◆ **RECORDS TO USE**:

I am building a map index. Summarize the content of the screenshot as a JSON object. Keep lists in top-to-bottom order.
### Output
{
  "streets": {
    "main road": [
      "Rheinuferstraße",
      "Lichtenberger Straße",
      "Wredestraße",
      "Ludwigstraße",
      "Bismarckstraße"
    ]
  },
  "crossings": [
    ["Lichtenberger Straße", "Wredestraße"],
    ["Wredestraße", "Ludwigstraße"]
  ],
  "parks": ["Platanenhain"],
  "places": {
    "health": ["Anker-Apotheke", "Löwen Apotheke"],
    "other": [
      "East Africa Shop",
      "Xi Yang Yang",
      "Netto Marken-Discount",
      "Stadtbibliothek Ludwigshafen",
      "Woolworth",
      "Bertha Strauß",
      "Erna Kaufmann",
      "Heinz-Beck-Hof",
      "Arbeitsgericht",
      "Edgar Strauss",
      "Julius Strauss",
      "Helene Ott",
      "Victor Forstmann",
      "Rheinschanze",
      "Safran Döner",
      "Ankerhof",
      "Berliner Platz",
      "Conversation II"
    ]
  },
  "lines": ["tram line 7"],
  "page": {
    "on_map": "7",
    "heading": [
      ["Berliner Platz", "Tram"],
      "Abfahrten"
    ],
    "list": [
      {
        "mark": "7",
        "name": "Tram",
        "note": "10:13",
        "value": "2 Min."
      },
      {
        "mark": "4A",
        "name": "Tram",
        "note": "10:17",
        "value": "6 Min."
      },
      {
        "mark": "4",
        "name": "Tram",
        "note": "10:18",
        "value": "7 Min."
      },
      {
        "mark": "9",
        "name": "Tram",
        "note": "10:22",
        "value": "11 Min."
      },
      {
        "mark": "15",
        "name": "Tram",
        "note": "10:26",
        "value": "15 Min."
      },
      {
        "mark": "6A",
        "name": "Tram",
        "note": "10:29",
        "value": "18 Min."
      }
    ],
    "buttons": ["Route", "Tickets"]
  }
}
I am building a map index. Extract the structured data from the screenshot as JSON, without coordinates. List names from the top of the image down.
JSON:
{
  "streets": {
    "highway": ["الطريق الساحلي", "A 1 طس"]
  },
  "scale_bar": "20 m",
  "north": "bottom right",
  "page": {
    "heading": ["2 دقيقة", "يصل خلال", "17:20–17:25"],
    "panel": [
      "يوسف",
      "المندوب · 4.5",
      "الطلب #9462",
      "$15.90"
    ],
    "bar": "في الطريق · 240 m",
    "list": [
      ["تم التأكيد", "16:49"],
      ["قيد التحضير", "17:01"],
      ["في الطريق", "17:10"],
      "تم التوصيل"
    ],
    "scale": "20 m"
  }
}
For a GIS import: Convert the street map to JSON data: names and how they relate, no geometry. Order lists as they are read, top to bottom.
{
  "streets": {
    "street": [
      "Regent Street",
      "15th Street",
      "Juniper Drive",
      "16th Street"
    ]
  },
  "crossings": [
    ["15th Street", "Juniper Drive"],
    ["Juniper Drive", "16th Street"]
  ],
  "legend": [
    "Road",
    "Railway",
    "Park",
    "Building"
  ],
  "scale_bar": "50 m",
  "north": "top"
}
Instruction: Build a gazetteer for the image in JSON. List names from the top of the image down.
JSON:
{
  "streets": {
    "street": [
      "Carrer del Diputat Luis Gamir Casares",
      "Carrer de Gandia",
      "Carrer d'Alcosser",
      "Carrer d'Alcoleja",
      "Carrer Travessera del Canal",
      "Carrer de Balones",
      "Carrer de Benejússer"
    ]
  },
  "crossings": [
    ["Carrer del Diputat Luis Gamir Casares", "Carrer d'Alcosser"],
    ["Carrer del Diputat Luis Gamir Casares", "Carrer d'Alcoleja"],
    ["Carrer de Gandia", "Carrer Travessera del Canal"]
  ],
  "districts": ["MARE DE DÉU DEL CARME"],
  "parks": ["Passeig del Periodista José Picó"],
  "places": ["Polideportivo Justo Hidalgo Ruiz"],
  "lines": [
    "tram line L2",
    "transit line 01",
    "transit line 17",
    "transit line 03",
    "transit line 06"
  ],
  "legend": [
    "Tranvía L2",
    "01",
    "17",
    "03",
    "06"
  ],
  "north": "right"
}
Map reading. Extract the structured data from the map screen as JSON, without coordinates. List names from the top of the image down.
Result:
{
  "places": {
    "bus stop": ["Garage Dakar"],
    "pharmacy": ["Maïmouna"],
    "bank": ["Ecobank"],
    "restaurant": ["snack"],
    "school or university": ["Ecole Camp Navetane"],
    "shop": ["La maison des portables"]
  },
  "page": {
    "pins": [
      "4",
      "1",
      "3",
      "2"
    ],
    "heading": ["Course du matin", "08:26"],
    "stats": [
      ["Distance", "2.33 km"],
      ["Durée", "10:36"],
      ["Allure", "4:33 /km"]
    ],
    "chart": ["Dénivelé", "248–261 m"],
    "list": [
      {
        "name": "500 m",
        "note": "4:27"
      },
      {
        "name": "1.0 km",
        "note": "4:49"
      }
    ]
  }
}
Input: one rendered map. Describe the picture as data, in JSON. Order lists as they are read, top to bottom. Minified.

◆ **EXERCISE BRIEF**: Please transcribe the entire listing precisely.

◆ **WORKED SOLUTION**:
I am building a map index. Summarize the content of the screenshot as a JSON object. Keep lists in top-to-bottom order.
### Output
{
  "streets": {
    "main road": [
      "Rheinuferstraße",
      "Lichtenberger Straße",
      "Wredestraße",
      "Ludwigstraße",
      "Bismarckstraße"
    ]
  },
  "crossings": [
    ["Lichtenberger Straße", "Wredestraße"],
    ["Wredestraße", "Ludwigstraße"]
  ],
  "parks": ["Platanenhain"],
  "places": {
    "health": ["Anker-Apotheke", "Löwen Apotheke"],
    "other": [
      "East Africa Shop",
      "Xi Yang Yang",
      "Netto Marken-Discount",
      "Stadtbibliothek Ludwigshafen",
      "Woolworth",
      "Bertha Strauß",
      "Erna Kaufmann",
      "Heinz-Beck-Hof",
      "Arbeitsgericht",
      "Edgar Strauss",
      "Julius Strauss",
      "Helene Ott",
      "Victor Forstmann",
      "Rheinschanze",
      "Safran Döner",
      "Ankerhof",
      "Berliner Platz",
      "Conversation II"
    ]
  },
  "lines": ["tram line 7"],
  "page": {
    "on_map": "7",
    "heading": [
      ["Berliner Platz", "Tram"],
      "Abfahrten"
    ],
    "list": [
      {
        "mark": "7",
        "name": "Tram",
        "note": "10:13",
        "value": "2 Min."
      },
      {
        "mark": "4A",
        "name": "Tram",
        "note": "10:17",
        "value": "6 Min."
      },
      {
        "mark": "4",
        "name": "Tram",
        "note": "10:18",
        "value": "7 Min."
      },
      {
        "mark": "9",
        "name": "Tram",
        "note": "10:22",
        "value": "11 Min."
      },
      {
        "mark": "15",
        "name": "Tram",
        "note": "10:26",
        "value": "15 Min."
      },
      {
        "mark": "6A",
        "name": "Tram",
        "note": "10:29",
        "value": "18 Min."
      }
    ],
    "buttons": ["Route", "Tickets"]
  }
}
I am building a map index. Extract the structured data from the screenshot as JSON, without coordinates. List names from the top of the image down.
JSON:
{
  "streets": {
    "highway": ["الطريق الساحلي", "A 1 طس"]
  },
  "scale_bar": "20 m",
  "north": "bottom right",
  "page": {
    "heading": ["2 دقيقة", "يصل خلال", "17:20–17:25"],
    "panel": [
      "يوسف",
      "المندوب · 4.5",
      "الطلب #9462",
      "$15.90"
    ],
    "bar": "في الطريق · 240 m",
    "list": [
      ["تم التأكيد", "16:49"],
      ["قيد التحضير", "17:01"],
      ["في الطريق", "17:10"],
      "تم التوصيل"
    ],
    "scale": "20 m"
  }
}
For a GIS import: Convert the street map to JSON data: names and how they relate, no geometry. Order lists as they are read, top to bottom.
{
  "streets": {
    "street": [
      "Regent Street",
      "15th Street",
      "Juniper Drive",
      "16th Street"
    ]
  },
  "crossings": [
    ["15th Street", "Juniper Drive"],
    ["Juniper Drive", "16th Street"]
  ],
  "legend": [
    "Road",
    "Railway",
    "Park",
    "Building"
  ],
  "scale_bar": "50 m",
  "north": "top"
}
Instruction: Build a gazetteer for the image in JSON. List names from the top of the image down.
JSON:
{
  "streets": {
    "street": [
      "Carrer del Diputat Luis Gamir Casares",
      "Carrer de Gandia",
      "Carrer d'Alcosser",
      "Carrer d'Alcoleja",
      "Carrer Travessera del Canal",
      "Carrer de Balones",
      "Carrer de Benejússer"
    ]
  },
  "crossings": [
    ["Carrer del Diputat Luis Gamir Casares", "Carrer d'Alcosser"],
    ["Carrer del Diputat Luis Gamir Casares", "Carrer d'Alcoleja"],
    ["Carrer de Gandia", "Carrer Travessera del Canal"]
  ],
  "districts": ["MARE DE DÉU DEL CARME"],
  "parks": ["Passeig del Periodista José Picó"],
  "places": ["Polideportivo Justo Hidalgo Ruiz"],
  "lines": [
    "tram line L2",
    "transit line 01",
    "transit line 17",
    "transit line 03",
    "transit line 06"
  ],
  "legend": [
    "Tranvía L2",
    "01",
    "17",
    "03",
    "06"
  ],
  "north": "right"
}
Map reading. Extract the structured data from the map screen as JSON, without coordinates. List names from the top of the image down.
Result:
{
  "places": {
    "bus stop": ["Garage Dakar"],
    "pharmacy": ["Maïmouna"],
    "bank": ["Ecobank"],
    "restaurant": ["snack"],
    "school or university": ["Ecole Camp Navetane"],
    "shop": ["La maison des portables"]
  },
  "page": {
    "pins": [
      "4",
      "1",
      "3",
      "2"
    ],
    "heading": ["Course du matin", "08:26"],
    "stats": [
      ["Distance", "2.33 km"],
      ["Durée", "10:36"],
      ["Allure", "4:33 /km"]
    ],
    "chart": ["Dénivelé", "248–261 m"],
    "list": [
      {
        "name": "500 m",
        "note": "4:27"
      },
      {
        "name": "1.0 km",
        "note": "4:49"
      }
    ]
  }
}
Input: one rendered map. Describe the picture as data, in JSON. Order lists as they are read, top to bottom. Minified.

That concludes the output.